## TASK TO CARRY OUT:
Would you return the entries exactly, with every line intact?

Collected data entries:
----------
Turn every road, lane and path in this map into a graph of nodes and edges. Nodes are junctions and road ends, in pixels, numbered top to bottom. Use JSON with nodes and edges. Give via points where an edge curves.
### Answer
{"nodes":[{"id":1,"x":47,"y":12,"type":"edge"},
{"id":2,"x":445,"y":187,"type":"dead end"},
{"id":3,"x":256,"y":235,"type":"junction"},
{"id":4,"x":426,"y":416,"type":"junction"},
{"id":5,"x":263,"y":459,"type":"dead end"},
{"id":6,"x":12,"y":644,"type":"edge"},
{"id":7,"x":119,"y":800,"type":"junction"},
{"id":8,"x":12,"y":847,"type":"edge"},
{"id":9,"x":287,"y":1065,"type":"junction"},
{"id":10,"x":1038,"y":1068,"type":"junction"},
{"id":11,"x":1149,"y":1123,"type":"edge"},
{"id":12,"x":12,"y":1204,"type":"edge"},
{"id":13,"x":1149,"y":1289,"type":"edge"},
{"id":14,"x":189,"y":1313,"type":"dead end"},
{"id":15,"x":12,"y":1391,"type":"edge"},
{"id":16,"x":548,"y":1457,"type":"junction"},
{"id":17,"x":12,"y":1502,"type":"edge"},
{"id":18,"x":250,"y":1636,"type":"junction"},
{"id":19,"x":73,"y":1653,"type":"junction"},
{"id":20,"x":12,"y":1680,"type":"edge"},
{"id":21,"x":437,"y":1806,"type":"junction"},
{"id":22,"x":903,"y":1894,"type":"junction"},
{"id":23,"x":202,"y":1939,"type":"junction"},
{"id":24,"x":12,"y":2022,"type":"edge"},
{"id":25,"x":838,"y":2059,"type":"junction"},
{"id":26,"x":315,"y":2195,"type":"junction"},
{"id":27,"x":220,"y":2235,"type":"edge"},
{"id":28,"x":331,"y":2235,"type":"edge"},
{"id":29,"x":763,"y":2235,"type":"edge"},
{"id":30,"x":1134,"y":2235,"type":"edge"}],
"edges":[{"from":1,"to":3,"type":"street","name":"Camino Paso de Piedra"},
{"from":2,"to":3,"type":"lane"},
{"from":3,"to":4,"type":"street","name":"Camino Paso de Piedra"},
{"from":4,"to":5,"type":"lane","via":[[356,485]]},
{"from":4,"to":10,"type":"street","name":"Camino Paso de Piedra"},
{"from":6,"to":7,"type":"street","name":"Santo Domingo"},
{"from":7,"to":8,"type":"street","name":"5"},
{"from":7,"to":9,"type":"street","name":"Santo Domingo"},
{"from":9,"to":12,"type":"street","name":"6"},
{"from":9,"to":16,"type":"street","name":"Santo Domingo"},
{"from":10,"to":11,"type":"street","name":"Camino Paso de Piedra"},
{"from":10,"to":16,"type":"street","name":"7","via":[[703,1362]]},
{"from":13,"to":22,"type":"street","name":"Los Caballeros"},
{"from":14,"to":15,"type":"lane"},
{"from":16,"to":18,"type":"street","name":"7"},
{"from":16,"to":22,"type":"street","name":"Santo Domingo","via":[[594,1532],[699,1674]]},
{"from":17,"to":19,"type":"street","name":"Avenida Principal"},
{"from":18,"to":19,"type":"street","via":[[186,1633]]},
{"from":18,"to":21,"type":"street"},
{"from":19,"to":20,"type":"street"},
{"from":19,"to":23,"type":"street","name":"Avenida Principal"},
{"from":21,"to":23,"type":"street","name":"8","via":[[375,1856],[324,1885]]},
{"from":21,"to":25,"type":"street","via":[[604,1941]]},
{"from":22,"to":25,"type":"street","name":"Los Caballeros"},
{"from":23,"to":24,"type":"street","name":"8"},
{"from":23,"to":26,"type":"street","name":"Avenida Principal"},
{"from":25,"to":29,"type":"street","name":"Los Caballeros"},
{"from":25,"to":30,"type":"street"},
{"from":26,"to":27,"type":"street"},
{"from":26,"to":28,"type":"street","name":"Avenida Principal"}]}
----------
## PROBLEM SOLUTION:
Turn every road, lane and path in this map into a graph of nodes and edges. Nodes are junctions and road ends, in pixels, numbered top to bottom. Use JSON with nodes and edges. Give via points where an edge curves.
### Answer
{"nodes":[{"id":1,"x":47,"y":12,"type":"edge"},
{"id":2,"x":445,"y":187,"type":"dead end"},
{"id":3,"x":256,"y":235,"type":"junction"},
{"id":4,"x":426,"y":416,"type":"junction"},
{"id":5,"x":263,"y":459,"type":"dead end"},
{"id":6,"x":12,"y":644,"type":"edge"},
{"id":7,"x":119,"y":800,"type":"junction"},
{"id":8,"x":12,"y":847,"type":"edge"},
{"id":9,"x":287,"y":1065,"type":"junction"},
{"id":10,"x":1038,"y":1068,"type":"junction"},
{"id":11,"x":1149,"y":1123,"type":"edge"},
{"id":12,"x":12,"y":1204,"type":"edge"},
{"id":13,"x":1149,"y":1289,"type":"edge"},
{"id":14,"x":189,"y":1313,"type":"dead end"},
{"id":15,"x":12,"y":1391,"type":"edge"},
{"id":16,"x":548,"y":1457,"type":"junction"},
{"id":17,"x":12,"y":1502,"type":"edge"},
{"id":18,"x":250,"y":1636,"type":"junction"},
{"id":19,"x":73,"y":1653,"type":"junction"},
{"id":20,"x":12,"y":1680,"type":"edge"},
{"id":21,"x":437,"y":1806,"type":"junction"},
{"id":22,"x":903,"y":1894,"type":"junction"},
{"id":23,"x":202,"y":1939,"type":"junction"},
{"id":24,"x":12,"y":2022,"type":"edge"},
{"id":25,"x":838,"y":2059,"type":"junction"},
{"id":26,"x":315,"y":2195,"type":"junction"},
{"id":27,"x":220,"y":2235,"type":"edge"},
{"id":28,"x":331,"y":2235,"type":"edge"},
{"id":29,"x":763,"y":2235,"type":"edge"},
{"id":30,"x":1134,"y":2235,"type":"edge"}],
"edges":[{"from":1,"to":3,"type":"street","name":"Camino Paso de Piedra"},
{"from":2,"to":3,"type":"lane"},
{"from":3,"to":4,"type":"street","name":"Camino Paso de Piedra"},
{"from":4,"to":5,"type":"lane","via":[[356,485]]},
{"from":4,"to":10,"type":"street","name":"Camino Paso de Piedra"},
{"from":6,"to":7,"type":"street","name":"Santo Domingo"},
{"from":7,"to":8,"type":"street","name":"5"},
{"from":7,"to":9,"type":"street","name":"Santo Domingo"},
{"from":9,"to":12,"type":"street","name":"6"},
{"from":9,"to":16,"type":"street","name":"Santo Domingo"},
{"from":10,"to":11,"type":"street","name":"Camino Paso de Piedra"},
{"from":10,"to":16,"type":"street","name":"7","via":[[703,1362]]},
{"from":13,"to":22,"type":"street","name":"Los Caballeros"},
{"from":14,"to":15,"type":"lane"},
{"from":16,"to":18,"type":"street","name":"7"},
{"from":16,"to":22,"type":"street","name":"Santo Domingo","via":[[594,1532],[699,1674]]},
{"from":17,"to":19,"type":"street","name":"Avenida Principal"},
{"from":18,"to":19,"type":"street","via":[[186,1633]]},
{"from":18,"to":21,"type":"street"},
{"from":19,"to":20,"type":"street"},
{"from":19,"to":23,"type":"street","name":"Avenida Principal"},
{"from":21,"to":23,"type":"street","name":"8","via":[[375,1856],[324,1885]]},
{"from":21,"to":25,"type":"street","via":[[604,1941]]},
{"from":22,"to":25,"type":"street","name":"Los Caballeros"},
{"from":23,"to":24,"type":"street","name":"8"},
{"from":23,"to":26,"type":"street","name":"Avenida Principal"},
{"from":25,"to":29,"type":"street","name":"Los Caballeros"},
{"from":25,"to":30,"type":"street"},
{"from":26,"to":27,"type":"street"},
{"from":26,"to":28,"type":"street","name":"Avenida Principal"}]}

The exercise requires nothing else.